Image Segmentation: RuntimeError: cuDNN error: CUDNN_STATUS_NOT_INITIALIZED

anrk · February 24, 2021, 8:37pm

I am working on a image segmentation problem. The data is from Deep Global Land Cover Classification dataset. It is a image segmentation problem with Masks of seven classes. I am trying to implement Fastai Datablock API to gather, preprocess and execute a unet architecture. The Dataset and Dataloaders seem to work fine. Even learner.summary returns valid output. However, learner.fit_one_cycle returns following error:

RuntimeError: cuDNN error: CUDNN_STATUS_NOT_INITIALIZED

The link to my colab notebook is as follows.

I would really appreciate any guidance with this problem. Thank you.

stantonius · February 26, 2021, 3:54pm

Hi @anrk I have seen this error before however I cannot open this colab notebook to verify. Can you share with the public please?

anrk · February 26, 2021, 5:29pm

Hi @stantonius, Here is another link. Please let me know if you can view it now.

Thank you for your response.

stantonius · February 26, 2021, 6:49pm

Try running without GPU enabled. This is a good troubleshooting technique as I often find the GPU errors don’t make sense (like in this case).

Doing this you will see the actual error is that your targets are out of bounds (meaning the predictions and target values have different ranges). What I can tell so far is that setting the codes in the MaskBlock(codes=codes) isn’t actually doing anything, so you might look to set the codes differently?

Could you also try one-hot encoding these values and treating this as a multiclass segmentation problem?

anrk · February 26, 2021, 7:18pm

Hi @stantonius,
Thank you for taking alook at the notebook.

I also don’t think it’s a GPU error because I have run other similar segmentation task in same environment successfully. However, In this notebook, when I look at image and mask with dls.one_batch(), the resulting tensors have a device=‘cuda:0’ tag at the end. Do you have any idea why would that be ? I haven’t seen such tag in other problems.

Also, I am curious to know how one can tell if MaskBlock(codes=codes) is working or not ? The dsets.show_at() does show an image with mask which led me to believe that the Datablock API was working.

Do you mean I should one hot encode the codes and pass them to Maskblock()?

Thank you!

stantonius · February 28, 2021, 10:20pm

Did you try running the notebook without the GPU enabled to see what the actual error is?

I think this is normal behaviour when the GPU is enabled and you have created the DataLoaders.

I only guessed the codes weren’t working because when I removed them nothing changed.

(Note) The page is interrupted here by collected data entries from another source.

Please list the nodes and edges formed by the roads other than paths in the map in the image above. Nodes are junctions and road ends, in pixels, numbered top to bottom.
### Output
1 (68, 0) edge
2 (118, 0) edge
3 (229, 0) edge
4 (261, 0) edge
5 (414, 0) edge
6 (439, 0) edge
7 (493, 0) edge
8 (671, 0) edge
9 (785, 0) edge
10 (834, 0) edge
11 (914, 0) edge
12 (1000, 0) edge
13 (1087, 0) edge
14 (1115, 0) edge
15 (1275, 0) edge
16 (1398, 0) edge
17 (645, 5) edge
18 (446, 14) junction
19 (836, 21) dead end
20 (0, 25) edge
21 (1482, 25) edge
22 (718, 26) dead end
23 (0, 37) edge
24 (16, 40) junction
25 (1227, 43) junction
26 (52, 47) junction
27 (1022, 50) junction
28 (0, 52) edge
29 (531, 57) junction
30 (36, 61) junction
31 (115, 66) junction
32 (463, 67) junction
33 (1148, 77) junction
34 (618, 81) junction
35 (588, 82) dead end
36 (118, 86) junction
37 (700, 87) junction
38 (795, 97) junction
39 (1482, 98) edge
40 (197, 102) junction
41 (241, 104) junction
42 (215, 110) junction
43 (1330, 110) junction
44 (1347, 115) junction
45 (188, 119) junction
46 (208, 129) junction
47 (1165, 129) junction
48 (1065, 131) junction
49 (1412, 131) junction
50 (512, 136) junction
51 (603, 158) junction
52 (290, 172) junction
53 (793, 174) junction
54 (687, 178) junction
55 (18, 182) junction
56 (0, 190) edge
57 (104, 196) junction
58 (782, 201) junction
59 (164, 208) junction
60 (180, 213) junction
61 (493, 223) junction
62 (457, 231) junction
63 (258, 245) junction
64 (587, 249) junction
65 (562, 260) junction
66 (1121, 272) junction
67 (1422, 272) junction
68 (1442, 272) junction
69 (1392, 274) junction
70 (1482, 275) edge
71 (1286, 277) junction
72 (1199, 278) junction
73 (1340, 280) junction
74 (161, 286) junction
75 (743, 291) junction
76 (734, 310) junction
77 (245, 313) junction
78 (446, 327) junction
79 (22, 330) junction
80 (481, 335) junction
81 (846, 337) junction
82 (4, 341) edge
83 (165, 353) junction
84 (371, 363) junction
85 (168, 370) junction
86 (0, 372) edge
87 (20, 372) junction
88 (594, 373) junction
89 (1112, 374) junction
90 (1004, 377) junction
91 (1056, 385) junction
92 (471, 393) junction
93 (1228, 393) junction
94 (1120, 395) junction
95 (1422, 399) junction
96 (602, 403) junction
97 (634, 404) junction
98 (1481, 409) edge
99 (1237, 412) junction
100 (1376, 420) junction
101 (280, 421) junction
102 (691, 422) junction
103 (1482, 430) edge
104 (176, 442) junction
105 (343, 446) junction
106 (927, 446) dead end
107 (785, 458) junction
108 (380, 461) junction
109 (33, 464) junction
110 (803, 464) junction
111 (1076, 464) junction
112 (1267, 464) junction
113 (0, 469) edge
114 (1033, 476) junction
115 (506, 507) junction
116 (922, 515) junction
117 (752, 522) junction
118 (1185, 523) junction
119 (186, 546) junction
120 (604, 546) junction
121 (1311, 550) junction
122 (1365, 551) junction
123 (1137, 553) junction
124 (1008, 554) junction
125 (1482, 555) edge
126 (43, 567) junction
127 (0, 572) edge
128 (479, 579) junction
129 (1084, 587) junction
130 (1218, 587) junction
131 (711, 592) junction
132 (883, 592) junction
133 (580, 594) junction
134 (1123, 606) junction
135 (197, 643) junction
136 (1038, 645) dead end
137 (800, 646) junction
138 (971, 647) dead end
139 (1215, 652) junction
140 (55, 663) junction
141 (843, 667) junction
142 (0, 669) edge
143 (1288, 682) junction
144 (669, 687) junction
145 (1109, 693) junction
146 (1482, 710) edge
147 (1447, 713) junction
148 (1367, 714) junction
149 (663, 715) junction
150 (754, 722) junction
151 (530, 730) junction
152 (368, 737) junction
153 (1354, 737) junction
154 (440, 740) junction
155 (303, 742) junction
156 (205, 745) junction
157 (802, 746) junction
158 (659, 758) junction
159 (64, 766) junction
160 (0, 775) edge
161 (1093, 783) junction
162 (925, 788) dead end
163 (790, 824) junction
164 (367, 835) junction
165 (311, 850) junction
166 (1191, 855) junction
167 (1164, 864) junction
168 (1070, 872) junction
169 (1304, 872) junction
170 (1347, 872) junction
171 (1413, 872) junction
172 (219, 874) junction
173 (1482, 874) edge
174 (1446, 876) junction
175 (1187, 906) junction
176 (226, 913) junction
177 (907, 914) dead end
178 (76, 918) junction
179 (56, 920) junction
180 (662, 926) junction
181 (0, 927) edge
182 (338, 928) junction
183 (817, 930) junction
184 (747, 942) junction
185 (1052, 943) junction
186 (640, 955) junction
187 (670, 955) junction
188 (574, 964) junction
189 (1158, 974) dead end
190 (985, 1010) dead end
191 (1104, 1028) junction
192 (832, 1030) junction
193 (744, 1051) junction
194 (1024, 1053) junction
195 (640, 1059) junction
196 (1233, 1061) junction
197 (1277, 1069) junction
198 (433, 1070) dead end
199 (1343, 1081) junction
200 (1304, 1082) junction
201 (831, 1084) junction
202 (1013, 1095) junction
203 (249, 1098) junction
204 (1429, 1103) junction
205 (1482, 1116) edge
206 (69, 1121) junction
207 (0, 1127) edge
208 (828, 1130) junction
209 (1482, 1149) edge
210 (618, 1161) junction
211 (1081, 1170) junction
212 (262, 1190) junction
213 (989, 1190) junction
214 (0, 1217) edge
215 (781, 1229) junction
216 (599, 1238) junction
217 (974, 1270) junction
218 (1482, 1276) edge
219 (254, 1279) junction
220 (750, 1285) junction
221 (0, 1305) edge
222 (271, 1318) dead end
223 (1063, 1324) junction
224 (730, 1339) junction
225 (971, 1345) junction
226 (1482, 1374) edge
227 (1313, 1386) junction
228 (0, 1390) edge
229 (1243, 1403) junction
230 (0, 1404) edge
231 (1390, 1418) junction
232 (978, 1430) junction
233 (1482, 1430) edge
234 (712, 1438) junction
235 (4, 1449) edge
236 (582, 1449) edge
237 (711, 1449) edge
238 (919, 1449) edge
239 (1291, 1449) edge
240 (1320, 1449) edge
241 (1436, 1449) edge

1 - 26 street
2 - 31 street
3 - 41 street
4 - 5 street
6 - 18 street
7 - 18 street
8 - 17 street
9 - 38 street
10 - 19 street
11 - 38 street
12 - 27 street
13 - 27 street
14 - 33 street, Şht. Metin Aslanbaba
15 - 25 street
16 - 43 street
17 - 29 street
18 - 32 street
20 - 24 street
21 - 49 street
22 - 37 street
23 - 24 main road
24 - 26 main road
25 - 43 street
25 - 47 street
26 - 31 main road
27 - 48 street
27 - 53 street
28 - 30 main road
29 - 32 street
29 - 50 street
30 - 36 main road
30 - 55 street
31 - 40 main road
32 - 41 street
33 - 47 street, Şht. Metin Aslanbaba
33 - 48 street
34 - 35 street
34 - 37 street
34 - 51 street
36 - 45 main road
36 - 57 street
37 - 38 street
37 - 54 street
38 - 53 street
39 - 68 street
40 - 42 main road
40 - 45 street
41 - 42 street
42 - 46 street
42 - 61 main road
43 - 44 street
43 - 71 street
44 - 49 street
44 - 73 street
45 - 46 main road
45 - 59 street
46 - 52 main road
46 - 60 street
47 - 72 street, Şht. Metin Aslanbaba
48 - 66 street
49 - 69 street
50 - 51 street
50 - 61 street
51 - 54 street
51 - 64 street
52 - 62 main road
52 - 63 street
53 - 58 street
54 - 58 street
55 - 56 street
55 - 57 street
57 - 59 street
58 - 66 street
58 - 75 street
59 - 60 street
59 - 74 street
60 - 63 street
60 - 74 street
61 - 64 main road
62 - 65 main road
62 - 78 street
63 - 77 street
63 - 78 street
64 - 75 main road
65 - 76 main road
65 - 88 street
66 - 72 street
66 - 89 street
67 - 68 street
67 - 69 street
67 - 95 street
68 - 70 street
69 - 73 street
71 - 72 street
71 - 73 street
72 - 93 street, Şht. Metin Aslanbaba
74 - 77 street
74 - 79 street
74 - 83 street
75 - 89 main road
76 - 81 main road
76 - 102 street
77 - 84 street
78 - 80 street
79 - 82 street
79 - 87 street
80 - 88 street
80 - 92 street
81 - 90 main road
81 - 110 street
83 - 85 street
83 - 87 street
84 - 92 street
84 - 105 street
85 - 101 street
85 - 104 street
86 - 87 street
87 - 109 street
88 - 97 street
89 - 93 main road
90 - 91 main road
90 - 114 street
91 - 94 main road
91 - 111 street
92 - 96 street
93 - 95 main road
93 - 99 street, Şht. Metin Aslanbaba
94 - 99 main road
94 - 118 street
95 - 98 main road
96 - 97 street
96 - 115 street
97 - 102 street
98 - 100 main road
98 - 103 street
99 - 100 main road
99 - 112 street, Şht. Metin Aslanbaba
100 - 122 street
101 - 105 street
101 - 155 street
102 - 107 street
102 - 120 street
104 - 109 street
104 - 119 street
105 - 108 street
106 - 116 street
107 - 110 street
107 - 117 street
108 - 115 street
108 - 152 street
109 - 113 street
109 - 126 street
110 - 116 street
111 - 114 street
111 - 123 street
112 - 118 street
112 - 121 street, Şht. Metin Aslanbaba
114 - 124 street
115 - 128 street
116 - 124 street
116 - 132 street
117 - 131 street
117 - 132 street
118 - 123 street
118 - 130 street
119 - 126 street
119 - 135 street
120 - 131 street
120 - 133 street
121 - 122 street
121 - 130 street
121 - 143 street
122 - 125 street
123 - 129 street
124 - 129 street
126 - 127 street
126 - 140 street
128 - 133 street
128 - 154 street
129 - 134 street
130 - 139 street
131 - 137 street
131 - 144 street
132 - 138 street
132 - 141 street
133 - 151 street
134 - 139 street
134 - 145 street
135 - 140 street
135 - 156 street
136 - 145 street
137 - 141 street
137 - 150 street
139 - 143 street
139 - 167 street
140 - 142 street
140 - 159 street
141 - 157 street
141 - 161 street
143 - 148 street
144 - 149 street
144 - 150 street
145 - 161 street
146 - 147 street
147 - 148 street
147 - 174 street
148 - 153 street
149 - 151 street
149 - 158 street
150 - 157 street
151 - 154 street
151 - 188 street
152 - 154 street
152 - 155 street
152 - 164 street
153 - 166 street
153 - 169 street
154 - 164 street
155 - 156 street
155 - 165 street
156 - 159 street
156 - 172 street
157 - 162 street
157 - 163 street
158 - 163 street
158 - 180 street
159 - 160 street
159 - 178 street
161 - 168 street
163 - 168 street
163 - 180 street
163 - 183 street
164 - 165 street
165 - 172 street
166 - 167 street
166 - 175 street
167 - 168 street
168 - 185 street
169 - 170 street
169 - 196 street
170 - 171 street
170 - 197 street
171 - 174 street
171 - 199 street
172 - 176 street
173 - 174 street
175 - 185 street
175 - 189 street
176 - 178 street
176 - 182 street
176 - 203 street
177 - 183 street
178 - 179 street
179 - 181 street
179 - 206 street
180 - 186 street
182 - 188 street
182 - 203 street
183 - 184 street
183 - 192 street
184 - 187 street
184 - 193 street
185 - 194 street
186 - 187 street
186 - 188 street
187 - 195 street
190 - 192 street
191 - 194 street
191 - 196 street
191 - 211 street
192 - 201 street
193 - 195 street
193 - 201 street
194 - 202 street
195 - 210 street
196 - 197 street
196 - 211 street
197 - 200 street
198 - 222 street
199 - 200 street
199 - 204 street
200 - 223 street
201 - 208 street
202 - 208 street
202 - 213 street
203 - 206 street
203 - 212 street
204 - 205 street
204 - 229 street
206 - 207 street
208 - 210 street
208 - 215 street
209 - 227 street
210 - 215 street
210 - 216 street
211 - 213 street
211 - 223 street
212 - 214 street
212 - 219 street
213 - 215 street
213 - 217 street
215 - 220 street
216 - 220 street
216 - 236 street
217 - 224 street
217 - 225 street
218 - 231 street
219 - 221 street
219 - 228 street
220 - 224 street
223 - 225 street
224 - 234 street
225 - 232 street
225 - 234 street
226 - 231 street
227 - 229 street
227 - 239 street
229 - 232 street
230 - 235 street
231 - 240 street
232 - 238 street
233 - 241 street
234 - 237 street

When you run the notebook without the GPU enabled, you will see the error suggests that the target value is out of range. This is because the predictions output is a 1D tensor of length 7, but you have not told fastai what each value in that tensor actually represents (ie. there’s no mapping of target pixel value 105 to the codes array you provided). If you’re unsure what the model actually outputs when troubleshooting, you can quickly see by running the following after the learner is created:

with torch.no_grad():
    learn.eval()
    out = learn.model(xb)
out

Take a look at this notebook by Zach Mueller (not tagging him as I dont want to spam :). Although this is a binary segmentation, you can see how he converted the pixel values from the mask to something fastai can make sense of. You can take the same approach for your problem.

Don’t worry about one-hot encoding for now. Upon further research, it is not needed if you get this setup correct (as evidenced by Zach’s notebook)

anrk · March 2, 2021, 3:06pm

@stantonius,

Thank you for digging out the notebook. This gives a solution to the problem.

There is following line in this notebook. Does this mean that fastai expects all the mask points to be consecutive number?
“Now, our mask isn’t set up how fastai expects, in which the mask points are not all in a row. We need to change this:”

Thanks again. I really appreciate your help here.